======== Dataset records ========
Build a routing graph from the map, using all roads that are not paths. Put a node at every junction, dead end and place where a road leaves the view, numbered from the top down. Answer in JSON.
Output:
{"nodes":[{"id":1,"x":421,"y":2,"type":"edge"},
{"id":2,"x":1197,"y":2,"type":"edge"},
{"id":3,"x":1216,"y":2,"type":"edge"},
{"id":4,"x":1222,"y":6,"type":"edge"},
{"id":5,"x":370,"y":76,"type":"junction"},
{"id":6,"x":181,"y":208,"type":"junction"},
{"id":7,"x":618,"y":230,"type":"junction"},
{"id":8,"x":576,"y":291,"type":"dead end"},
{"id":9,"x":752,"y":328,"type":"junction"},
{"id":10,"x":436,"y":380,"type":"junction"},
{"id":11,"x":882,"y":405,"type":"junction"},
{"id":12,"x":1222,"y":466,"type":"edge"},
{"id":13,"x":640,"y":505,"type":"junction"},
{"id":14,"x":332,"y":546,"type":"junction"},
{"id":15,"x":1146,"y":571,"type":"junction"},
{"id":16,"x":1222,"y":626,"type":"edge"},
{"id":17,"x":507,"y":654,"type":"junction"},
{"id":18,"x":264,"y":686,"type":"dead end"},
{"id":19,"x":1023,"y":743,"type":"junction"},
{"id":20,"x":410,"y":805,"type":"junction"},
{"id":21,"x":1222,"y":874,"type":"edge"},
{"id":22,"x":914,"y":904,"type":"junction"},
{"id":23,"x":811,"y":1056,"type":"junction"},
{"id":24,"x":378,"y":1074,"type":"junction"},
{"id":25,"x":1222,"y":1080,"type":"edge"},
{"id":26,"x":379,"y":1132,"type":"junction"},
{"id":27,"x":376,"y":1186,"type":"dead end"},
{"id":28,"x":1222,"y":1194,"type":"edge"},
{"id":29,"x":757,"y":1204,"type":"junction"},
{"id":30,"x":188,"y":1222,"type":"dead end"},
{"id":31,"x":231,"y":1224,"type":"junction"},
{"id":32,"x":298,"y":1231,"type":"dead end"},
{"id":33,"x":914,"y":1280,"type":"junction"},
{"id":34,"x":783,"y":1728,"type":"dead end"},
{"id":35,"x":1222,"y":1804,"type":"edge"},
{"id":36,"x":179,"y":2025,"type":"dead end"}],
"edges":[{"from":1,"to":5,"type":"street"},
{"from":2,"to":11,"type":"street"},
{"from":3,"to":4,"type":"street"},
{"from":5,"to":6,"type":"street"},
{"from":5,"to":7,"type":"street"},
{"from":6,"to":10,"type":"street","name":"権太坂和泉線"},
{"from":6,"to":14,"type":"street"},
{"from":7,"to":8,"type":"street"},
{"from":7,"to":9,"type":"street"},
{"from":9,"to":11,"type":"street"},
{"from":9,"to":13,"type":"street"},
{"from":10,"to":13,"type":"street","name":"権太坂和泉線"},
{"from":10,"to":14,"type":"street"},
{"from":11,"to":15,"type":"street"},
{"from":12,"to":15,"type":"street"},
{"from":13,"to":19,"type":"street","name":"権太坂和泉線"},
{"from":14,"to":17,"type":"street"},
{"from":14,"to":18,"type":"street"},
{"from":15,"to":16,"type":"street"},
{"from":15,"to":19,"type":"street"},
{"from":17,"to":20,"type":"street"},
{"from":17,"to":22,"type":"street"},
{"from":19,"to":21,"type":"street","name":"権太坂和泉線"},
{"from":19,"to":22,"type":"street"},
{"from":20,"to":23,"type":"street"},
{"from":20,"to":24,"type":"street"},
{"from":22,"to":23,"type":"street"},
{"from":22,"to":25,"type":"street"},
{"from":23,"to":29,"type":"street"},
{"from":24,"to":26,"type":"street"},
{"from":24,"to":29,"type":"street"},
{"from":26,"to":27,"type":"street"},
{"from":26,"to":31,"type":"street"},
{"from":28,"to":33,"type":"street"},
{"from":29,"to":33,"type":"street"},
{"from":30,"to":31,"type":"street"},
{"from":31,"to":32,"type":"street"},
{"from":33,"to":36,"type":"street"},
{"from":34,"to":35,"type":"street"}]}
========
- Work instruction -
Among the lines above, find those with the string "権太坂和泉線" and copy them.

- Written solution -
{"from":6,"to":10,"type":"street","name":"権太坂和泉線"},
{"from":10,"to":13,"type":"street","name":"権太坂和泉線"},
{"from":13,"to":19,"type":"street","name":"権太坂和泉線"},
{"from":19,"to":21,"type":"street","name":"権太坂和泉線"},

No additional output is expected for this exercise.